This patch only creates the ioreq server when the legacy HVM parameters
are touched by an emulator. It also lays some groundwork for supporting
multiple IOREQ servers. For instance, it introduces ioreq server reference
counting which is not strictly necessary at this stage but will become so
when ioreq servers can be destroyed prior the domain dying.

There is a significant change in the layout of the special pages reserved
in xc_hvm_build_x86.c.
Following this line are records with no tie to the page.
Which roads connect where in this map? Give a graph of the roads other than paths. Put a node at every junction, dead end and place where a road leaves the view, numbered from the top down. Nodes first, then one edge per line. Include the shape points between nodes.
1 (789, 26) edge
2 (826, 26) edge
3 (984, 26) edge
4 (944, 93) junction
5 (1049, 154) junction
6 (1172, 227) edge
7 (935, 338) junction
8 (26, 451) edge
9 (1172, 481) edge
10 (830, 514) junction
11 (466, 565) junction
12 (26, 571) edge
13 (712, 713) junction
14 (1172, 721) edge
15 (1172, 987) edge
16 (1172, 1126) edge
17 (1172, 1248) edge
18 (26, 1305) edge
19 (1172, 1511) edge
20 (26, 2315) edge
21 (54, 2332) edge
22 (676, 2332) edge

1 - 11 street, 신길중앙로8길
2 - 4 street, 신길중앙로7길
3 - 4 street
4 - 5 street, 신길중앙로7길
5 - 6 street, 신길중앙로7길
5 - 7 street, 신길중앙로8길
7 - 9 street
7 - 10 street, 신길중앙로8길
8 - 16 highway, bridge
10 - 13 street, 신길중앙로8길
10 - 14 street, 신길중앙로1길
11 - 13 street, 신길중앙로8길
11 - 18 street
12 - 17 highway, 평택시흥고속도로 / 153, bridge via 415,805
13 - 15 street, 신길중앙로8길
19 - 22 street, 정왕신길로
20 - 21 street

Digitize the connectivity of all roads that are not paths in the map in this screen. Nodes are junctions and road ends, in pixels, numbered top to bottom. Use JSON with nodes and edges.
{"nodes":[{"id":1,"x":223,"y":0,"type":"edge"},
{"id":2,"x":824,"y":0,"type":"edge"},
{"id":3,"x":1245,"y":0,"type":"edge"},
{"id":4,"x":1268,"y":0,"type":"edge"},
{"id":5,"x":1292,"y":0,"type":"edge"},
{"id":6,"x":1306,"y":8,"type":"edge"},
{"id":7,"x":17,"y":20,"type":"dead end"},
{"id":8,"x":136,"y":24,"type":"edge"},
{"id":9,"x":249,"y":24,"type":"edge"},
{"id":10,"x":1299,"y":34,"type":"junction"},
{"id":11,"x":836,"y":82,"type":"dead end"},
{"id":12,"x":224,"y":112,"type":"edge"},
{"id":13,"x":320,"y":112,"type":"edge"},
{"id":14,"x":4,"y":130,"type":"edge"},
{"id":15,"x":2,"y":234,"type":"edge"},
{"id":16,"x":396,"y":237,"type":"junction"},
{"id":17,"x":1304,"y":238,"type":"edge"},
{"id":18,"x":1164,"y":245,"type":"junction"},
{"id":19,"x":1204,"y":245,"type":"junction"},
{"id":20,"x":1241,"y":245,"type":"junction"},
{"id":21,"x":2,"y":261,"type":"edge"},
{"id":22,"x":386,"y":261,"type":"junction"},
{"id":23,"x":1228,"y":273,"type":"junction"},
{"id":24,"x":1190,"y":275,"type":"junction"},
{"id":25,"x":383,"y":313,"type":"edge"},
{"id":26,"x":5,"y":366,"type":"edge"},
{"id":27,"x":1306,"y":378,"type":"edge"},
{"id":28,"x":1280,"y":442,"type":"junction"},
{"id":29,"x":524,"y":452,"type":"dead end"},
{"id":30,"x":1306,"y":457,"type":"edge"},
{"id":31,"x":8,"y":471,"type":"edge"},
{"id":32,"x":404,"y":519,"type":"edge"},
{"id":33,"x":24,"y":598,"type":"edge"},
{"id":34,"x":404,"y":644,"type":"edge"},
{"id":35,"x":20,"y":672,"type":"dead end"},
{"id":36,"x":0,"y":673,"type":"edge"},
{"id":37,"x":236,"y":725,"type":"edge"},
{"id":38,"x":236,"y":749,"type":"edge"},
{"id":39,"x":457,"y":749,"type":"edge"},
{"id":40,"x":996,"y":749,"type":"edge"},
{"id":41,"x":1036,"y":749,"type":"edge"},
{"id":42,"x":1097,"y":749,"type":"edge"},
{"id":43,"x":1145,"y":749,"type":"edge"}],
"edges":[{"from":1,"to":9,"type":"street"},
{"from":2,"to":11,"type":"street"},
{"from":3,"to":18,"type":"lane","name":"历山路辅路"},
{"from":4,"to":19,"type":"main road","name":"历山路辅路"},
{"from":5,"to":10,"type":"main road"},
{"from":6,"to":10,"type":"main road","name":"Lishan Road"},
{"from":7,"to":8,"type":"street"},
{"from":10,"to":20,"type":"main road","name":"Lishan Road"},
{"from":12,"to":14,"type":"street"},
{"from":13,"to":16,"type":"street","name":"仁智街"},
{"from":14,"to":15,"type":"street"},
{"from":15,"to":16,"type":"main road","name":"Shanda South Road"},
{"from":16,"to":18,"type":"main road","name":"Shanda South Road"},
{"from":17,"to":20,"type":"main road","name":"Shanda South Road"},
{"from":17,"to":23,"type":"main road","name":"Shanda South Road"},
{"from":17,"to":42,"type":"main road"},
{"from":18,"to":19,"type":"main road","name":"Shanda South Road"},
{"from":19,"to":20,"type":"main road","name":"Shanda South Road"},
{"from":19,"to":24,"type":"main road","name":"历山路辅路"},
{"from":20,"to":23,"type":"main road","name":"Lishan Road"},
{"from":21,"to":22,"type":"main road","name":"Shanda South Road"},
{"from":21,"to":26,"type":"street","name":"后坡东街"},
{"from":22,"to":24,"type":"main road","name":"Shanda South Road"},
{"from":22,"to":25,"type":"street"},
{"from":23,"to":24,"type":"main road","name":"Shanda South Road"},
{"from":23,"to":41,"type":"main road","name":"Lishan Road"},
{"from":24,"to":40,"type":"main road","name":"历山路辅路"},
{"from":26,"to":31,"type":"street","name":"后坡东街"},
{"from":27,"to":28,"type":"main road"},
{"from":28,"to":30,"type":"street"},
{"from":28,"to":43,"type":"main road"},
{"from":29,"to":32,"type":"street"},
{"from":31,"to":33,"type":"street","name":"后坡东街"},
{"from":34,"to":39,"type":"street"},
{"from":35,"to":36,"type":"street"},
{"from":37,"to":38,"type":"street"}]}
This is so that we can 'grow' them downwards without
moving pages such as the xenstore page when building a domain that can
support more than one emulator.

Signed-off-by: Paul Durrant <paul.durrant@citrix.com>
---
 tools/libxc/xc_hvm_build_x86.c |   40 +++--
 xen/arch/x86/hvm/hvm.c         |  355 ++++++++++++++++++++++++++--------------
 2 files changed, 258 insertions(+), 137 deletions(-)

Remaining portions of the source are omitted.